L’infirmière, le maire et le caillou

Il était une fois, dans un village de Loire-Inférieure, une infirmière active comme une abeille, qui s’épuisait chaque jour à délivrer ses soins à tous les malades de la contrée. Elle prenait son auto pour faire un pansement à madame Fatiguée, une piqûre à monsieur Ronchon, revenait à sa ruche pour chercher une épingle, une pilule, repartait illico rassurer madame Inquiète et poser un cataplasme au petit Malingre.

Un matin, elle découvre un gros caillou qui empêche sa petite auto d’atteindre la ruche. Elle bourdonne de mécontentement. Mais que fait ce caillou ici ? Que me veut ce caillou ? Quelle étrange idée que d’interdire l’accès à la ruche avec un gros caillou. Et elle ressent cette apparition hostile et indestructible comme une offense idiote à l’intelligence et à sa nécessité d’aller et venir.

Le maire, depuis son château voisin, brasse paisiblement des papiers et des règlements. Il s’est convaincu que la route de la ruche n’était pas assez carrossable pour rester ouverte aux autos. Il a donc ordonné à son cantonnier de fermer cette rue. Comme on ferme une carrière. Un caillou et hop ! Pas vu, pas pris. Sans se demander si le remède pouvait être pire que le mal.

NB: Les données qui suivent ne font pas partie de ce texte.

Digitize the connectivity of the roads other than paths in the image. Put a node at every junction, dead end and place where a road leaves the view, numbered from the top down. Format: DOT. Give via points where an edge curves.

L’infirmière déboussolée appelle le gazettier du village et lui explique son courroux. Elle est désormais handicapée pour bouger, doit tracer son chemin dans un dédale hostile, ne comprend pas même l’idée de la présence de ce méchant caillou, inutile et grotesque. Le gazettier, qui aime les belles histoires, immortalise la caillou et prête sa plume à l’abeille.

Le sang du maire ne fait qu’un tour à la découverte du blasphème. Lui, ne pas prendre une bonne décision, vous plaisantez misérable ? C’est un métier monsieur. Trente ans de maison. Comment ce gazettier ose-t-il ? Nous allons lui apprendre. Et de dépêcher son majordome pour faire rendre gorge à ce paltoquet. Dans sa propre gazette.

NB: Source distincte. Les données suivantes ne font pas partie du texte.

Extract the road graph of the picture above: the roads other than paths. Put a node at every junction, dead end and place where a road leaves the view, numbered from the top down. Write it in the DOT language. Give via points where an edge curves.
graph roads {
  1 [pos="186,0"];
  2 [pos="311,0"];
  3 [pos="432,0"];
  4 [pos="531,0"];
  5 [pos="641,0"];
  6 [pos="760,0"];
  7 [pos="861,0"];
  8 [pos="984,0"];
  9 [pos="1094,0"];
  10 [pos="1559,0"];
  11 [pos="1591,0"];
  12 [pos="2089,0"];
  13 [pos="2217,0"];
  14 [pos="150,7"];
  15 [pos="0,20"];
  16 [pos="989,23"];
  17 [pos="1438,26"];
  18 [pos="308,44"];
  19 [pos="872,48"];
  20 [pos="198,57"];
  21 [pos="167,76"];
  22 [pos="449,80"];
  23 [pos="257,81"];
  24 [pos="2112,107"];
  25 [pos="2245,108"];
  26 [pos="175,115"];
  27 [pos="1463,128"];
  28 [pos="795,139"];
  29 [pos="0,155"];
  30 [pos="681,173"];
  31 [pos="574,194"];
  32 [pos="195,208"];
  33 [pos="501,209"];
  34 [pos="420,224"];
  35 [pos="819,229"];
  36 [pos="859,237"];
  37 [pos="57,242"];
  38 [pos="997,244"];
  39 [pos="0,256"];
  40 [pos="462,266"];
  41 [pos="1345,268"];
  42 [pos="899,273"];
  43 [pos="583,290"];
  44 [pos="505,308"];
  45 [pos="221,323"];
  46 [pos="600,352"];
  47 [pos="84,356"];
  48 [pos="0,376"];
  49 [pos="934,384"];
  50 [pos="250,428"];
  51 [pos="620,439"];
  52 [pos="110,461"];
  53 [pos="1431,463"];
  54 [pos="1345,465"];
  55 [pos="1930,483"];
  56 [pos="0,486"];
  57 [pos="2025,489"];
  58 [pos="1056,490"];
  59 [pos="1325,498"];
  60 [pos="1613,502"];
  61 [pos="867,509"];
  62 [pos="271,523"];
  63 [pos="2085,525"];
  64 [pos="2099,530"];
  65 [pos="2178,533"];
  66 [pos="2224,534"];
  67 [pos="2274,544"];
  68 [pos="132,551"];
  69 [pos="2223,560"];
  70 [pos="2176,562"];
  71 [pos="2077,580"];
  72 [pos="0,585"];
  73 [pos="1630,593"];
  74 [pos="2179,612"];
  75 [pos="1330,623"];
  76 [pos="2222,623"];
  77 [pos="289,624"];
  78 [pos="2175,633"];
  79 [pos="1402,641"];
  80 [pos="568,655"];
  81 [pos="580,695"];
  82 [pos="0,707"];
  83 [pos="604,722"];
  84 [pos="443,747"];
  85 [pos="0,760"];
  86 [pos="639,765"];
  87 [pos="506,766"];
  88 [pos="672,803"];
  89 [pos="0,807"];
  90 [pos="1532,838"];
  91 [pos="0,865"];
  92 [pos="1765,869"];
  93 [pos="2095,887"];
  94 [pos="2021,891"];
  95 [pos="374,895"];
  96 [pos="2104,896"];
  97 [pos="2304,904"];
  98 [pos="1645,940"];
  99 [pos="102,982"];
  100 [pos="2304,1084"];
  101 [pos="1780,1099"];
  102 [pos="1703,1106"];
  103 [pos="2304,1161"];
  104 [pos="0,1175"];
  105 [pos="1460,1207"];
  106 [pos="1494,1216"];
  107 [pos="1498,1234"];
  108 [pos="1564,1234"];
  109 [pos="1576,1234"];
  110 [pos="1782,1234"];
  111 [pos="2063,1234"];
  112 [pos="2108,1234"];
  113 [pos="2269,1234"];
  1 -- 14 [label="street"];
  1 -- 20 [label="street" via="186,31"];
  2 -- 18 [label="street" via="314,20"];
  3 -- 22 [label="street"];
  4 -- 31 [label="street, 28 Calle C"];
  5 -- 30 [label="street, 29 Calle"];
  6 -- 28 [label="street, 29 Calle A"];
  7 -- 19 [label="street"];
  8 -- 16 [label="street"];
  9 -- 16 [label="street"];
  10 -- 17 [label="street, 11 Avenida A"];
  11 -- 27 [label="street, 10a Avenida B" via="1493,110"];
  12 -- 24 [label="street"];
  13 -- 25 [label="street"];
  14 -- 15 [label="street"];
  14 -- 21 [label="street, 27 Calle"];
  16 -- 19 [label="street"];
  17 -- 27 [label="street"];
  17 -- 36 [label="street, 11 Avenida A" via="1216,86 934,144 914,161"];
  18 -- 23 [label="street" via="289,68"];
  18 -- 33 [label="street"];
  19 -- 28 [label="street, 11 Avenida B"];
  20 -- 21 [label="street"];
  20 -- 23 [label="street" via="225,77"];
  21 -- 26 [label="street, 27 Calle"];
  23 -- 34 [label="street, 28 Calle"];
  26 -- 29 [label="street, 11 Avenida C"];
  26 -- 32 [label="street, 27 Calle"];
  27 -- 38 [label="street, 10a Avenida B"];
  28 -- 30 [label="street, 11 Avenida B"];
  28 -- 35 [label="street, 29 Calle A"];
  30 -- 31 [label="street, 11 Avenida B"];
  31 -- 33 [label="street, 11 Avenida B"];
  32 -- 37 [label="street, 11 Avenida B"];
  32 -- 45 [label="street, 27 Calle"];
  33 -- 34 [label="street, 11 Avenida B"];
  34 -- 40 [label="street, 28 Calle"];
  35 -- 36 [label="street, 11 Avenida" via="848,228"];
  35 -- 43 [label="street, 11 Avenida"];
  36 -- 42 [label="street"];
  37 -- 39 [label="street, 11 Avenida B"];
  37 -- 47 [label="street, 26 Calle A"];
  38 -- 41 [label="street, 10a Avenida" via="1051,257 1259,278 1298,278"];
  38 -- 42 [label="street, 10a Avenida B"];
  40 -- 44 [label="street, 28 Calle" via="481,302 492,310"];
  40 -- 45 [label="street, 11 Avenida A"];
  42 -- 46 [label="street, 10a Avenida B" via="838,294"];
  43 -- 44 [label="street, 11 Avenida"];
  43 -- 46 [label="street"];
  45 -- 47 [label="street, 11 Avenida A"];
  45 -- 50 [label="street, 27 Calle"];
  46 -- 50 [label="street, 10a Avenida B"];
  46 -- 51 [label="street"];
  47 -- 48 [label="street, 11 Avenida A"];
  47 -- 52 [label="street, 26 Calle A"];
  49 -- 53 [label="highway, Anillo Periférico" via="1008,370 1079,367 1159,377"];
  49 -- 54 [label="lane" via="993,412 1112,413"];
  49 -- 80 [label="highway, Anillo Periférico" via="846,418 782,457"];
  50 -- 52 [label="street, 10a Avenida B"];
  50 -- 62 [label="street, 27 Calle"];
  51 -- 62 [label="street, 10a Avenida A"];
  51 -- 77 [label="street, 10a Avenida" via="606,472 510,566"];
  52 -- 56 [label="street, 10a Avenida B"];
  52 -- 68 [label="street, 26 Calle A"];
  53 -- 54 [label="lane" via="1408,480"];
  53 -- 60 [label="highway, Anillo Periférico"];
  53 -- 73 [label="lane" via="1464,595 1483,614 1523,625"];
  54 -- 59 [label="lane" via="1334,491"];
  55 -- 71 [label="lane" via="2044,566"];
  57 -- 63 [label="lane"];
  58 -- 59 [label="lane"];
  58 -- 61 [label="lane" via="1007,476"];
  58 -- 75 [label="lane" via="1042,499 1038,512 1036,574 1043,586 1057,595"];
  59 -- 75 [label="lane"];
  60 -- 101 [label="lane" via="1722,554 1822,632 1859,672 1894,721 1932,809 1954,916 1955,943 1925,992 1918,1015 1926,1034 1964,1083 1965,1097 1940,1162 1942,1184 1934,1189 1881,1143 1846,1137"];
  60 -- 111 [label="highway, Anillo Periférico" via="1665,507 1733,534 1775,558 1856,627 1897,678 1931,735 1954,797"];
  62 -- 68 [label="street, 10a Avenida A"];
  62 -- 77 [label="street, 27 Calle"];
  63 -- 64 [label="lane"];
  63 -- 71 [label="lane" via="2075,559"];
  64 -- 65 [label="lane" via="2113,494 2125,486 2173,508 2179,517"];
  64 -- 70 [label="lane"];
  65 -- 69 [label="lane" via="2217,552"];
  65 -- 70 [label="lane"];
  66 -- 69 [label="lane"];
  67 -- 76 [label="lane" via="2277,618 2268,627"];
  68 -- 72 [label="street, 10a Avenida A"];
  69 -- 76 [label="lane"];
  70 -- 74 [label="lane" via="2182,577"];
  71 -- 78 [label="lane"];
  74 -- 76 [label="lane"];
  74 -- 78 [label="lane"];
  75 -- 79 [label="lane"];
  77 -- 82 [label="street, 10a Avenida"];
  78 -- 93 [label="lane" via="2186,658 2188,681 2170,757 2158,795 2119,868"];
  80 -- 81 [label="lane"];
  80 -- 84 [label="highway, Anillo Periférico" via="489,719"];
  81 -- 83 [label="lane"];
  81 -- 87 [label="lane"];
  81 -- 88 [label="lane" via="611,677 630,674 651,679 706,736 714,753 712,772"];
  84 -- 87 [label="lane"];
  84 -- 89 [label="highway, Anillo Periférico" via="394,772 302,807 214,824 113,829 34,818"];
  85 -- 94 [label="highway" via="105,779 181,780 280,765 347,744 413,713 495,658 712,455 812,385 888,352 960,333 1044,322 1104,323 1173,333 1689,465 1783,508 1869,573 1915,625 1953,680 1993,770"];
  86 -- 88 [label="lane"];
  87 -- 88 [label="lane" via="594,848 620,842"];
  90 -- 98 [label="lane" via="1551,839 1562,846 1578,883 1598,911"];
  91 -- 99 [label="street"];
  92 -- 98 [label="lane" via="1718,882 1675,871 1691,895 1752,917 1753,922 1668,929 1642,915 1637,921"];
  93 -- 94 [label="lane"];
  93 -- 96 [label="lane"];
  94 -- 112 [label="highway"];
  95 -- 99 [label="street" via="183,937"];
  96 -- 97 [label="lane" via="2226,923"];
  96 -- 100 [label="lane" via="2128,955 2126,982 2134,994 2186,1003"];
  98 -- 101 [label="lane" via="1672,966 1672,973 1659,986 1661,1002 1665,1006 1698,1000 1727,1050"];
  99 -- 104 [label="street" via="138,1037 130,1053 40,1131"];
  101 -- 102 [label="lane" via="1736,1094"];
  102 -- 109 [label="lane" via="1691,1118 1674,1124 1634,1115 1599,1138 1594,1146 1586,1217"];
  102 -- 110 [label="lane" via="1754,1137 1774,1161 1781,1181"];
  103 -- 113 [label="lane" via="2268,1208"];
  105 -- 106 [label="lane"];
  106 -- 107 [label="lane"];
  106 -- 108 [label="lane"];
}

Plutôt que de s’occuper du caillou, il passe donc son énergie à décortiquer l’affront, à lui prêter des intentions cachées et à jouer du tam-tam pour dénoncer le malfaisant. Le caillou, pendant ce temps, devient une vedette du village, bientôt un objet de culte. Il est même décoré. Et l’abeille découvre, touchée, que toutes les madames Fatiguée et les messieurs Ronchon du village lui témoignent leur soutien et leur affection.

Moralité : quand le scribe montre le caillou, le roi regarde le papier et… jette des pierres à l’impertinent.